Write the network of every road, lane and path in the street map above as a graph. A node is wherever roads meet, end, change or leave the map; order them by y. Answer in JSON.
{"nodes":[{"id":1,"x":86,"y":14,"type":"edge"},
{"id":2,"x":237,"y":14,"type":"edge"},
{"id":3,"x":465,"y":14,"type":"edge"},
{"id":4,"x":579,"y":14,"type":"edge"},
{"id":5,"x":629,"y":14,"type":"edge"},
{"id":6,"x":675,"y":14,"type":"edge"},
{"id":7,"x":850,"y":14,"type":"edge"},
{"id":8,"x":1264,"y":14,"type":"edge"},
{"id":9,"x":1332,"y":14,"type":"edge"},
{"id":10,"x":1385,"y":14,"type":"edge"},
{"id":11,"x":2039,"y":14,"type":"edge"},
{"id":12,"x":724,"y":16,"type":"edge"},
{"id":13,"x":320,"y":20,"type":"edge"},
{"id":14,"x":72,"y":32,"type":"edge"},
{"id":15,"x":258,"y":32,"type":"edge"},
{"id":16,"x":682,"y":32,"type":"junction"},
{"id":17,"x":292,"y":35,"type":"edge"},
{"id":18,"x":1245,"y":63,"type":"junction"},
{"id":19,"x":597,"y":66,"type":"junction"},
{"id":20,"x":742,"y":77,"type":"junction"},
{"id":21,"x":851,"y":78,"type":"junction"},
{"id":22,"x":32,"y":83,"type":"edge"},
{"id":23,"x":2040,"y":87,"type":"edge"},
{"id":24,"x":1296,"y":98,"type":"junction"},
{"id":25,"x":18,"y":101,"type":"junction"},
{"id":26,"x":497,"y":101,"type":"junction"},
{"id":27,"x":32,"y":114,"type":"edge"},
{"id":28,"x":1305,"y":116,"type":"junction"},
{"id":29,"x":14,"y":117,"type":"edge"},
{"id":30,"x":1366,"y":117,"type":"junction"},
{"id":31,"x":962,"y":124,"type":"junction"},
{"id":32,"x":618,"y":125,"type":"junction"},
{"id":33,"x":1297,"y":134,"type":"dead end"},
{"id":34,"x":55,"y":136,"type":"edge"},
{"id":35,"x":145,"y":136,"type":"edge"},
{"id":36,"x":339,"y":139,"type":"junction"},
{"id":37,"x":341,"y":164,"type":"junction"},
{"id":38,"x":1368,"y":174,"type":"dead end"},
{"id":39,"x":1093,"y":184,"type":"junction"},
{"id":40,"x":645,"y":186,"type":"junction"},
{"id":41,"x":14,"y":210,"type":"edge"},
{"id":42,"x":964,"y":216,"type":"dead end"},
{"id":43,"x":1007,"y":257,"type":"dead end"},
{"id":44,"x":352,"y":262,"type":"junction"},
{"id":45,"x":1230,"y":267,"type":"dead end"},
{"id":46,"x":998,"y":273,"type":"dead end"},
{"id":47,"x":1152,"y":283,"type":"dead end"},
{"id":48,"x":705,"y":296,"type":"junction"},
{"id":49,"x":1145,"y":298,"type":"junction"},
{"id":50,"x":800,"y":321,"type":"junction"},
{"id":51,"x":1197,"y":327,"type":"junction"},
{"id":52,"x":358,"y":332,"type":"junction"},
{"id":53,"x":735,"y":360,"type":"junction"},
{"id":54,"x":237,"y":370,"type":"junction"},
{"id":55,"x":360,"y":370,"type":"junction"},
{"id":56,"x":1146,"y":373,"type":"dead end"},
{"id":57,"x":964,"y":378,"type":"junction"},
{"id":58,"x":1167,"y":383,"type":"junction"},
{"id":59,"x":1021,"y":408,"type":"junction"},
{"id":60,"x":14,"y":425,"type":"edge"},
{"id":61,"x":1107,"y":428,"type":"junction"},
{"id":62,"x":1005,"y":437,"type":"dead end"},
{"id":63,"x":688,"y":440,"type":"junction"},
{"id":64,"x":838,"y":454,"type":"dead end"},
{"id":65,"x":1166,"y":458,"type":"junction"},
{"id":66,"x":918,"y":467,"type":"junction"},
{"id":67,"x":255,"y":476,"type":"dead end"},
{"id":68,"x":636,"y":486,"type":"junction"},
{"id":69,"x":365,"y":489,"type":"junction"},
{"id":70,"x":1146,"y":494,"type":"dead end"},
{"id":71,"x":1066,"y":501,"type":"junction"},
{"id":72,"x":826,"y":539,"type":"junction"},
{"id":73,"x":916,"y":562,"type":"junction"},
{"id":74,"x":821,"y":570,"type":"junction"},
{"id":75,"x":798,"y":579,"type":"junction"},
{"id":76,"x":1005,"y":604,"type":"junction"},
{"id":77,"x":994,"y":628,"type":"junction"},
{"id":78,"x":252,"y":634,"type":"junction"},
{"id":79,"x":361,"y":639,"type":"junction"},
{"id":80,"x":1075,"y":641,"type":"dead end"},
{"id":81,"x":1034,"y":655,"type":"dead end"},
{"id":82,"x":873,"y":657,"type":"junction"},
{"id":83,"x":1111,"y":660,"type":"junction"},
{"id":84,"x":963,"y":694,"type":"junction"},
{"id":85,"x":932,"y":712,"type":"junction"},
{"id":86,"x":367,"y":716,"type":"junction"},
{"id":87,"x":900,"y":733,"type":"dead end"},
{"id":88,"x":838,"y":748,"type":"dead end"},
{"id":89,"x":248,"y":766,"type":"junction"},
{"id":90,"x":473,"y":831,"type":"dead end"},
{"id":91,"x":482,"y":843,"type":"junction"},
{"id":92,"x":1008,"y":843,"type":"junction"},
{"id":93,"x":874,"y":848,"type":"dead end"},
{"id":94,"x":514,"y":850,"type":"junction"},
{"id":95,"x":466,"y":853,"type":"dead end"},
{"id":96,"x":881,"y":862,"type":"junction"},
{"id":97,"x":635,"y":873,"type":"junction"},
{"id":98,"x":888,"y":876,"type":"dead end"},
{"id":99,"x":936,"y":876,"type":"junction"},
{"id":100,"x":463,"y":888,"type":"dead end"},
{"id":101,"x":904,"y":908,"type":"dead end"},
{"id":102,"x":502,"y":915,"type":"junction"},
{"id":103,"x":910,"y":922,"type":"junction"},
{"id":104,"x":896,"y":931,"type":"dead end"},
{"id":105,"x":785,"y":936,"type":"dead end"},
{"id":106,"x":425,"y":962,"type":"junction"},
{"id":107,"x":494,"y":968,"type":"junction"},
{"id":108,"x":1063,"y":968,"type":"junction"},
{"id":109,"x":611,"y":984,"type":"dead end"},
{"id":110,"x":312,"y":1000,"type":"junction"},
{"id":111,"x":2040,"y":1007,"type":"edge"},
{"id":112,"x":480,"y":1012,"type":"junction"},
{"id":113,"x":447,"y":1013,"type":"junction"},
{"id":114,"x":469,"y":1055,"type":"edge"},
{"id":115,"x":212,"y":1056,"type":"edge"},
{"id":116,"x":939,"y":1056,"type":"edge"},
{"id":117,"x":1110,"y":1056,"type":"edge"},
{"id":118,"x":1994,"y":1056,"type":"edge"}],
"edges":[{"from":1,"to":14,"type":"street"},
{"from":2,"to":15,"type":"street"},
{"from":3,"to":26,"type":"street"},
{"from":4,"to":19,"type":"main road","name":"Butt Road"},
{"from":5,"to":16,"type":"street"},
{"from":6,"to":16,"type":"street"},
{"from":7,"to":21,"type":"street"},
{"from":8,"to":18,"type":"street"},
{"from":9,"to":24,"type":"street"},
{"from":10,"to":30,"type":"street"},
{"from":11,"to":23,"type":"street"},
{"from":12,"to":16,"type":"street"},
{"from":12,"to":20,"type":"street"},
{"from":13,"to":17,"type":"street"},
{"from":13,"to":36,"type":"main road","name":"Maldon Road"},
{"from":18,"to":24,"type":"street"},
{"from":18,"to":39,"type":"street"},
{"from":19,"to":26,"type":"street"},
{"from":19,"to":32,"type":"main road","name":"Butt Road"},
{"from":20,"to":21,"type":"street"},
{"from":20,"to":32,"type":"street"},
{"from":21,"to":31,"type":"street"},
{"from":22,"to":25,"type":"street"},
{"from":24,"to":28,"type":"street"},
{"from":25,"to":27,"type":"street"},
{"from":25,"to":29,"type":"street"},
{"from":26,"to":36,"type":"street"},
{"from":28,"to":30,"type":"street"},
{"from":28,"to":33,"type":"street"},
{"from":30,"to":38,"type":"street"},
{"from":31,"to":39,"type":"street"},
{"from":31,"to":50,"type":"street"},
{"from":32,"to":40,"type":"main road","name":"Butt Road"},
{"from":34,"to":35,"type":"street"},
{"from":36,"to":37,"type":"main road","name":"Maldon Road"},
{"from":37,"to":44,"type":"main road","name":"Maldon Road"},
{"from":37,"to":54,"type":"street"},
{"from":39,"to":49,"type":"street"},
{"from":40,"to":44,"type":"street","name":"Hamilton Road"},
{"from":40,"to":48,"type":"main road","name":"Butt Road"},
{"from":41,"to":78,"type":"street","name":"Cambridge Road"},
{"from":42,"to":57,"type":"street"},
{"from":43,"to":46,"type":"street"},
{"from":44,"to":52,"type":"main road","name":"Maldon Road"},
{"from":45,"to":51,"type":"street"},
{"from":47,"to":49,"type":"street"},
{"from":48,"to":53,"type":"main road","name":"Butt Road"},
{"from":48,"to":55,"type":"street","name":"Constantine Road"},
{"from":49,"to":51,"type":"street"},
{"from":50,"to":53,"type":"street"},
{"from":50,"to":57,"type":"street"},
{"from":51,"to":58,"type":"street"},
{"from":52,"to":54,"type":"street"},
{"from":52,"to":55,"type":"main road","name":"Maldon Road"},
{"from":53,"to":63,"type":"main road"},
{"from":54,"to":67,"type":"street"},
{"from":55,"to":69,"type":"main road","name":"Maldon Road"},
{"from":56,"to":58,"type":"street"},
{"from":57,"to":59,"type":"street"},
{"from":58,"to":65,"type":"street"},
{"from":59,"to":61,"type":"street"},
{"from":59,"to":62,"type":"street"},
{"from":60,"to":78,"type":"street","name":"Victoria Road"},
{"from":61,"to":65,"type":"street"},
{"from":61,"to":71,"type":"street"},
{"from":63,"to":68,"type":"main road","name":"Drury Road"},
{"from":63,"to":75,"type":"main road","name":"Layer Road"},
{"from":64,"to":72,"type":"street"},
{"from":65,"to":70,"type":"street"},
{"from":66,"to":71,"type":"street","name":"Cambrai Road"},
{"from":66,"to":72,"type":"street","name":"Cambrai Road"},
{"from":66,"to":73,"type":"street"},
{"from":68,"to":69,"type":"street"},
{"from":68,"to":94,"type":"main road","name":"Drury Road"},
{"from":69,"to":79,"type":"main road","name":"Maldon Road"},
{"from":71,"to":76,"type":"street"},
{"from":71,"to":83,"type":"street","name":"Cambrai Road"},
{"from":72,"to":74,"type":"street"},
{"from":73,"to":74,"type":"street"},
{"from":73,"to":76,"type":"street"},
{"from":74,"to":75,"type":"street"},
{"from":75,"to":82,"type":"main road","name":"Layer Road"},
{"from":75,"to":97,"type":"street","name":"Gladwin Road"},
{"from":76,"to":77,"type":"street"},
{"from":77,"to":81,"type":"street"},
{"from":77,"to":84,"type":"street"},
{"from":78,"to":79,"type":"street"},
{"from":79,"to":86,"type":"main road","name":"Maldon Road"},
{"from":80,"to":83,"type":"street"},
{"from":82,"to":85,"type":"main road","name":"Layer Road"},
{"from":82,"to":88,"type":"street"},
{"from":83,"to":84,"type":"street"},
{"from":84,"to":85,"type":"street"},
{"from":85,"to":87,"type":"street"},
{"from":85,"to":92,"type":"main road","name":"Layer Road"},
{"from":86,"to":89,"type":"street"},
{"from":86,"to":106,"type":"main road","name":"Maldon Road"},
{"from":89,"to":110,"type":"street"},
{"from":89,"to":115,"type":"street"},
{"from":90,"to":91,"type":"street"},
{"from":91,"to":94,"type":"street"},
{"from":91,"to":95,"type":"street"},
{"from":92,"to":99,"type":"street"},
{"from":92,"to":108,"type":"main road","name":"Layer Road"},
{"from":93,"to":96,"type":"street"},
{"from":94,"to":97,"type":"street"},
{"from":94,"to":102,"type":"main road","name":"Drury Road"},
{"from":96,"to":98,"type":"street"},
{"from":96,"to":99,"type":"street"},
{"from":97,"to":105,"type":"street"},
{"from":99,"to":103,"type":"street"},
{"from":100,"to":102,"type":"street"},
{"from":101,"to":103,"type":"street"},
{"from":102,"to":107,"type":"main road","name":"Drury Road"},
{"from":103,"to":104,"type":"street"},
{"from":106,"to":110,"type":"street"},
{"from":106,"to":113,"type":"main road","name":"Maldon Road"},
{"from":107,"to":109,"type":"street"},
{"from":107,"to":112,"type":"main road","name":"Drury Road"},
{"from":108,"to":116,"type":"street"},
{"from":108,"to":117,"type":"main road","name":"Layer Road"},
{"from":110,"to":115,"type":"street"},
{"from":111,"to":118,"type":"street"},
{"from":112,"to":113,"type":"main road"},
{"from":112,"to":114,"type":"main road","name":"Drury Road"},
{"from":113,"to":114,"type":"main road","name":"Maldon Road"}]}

*PROBLEM TO WORK ON:* From the records above, pull every line that carries the word "Layer".

*ANSWER AREA:*
{"from":63,"to":75,"type":"main road","name":"Layer Road"},
{"from":75,"to":82,"type":"main road","name":"Layer Road"},
{"from":82,"to":85,"type":"main road","name":"Layer Road"},
{"from":85,"to":92,"type":"main road","name":"Layer Road"},
{"from":92,"to":108,"type":"main road","name":"Layer Road"},
{"from":108,"to":117,"type":"main road","name":"Layer Road"},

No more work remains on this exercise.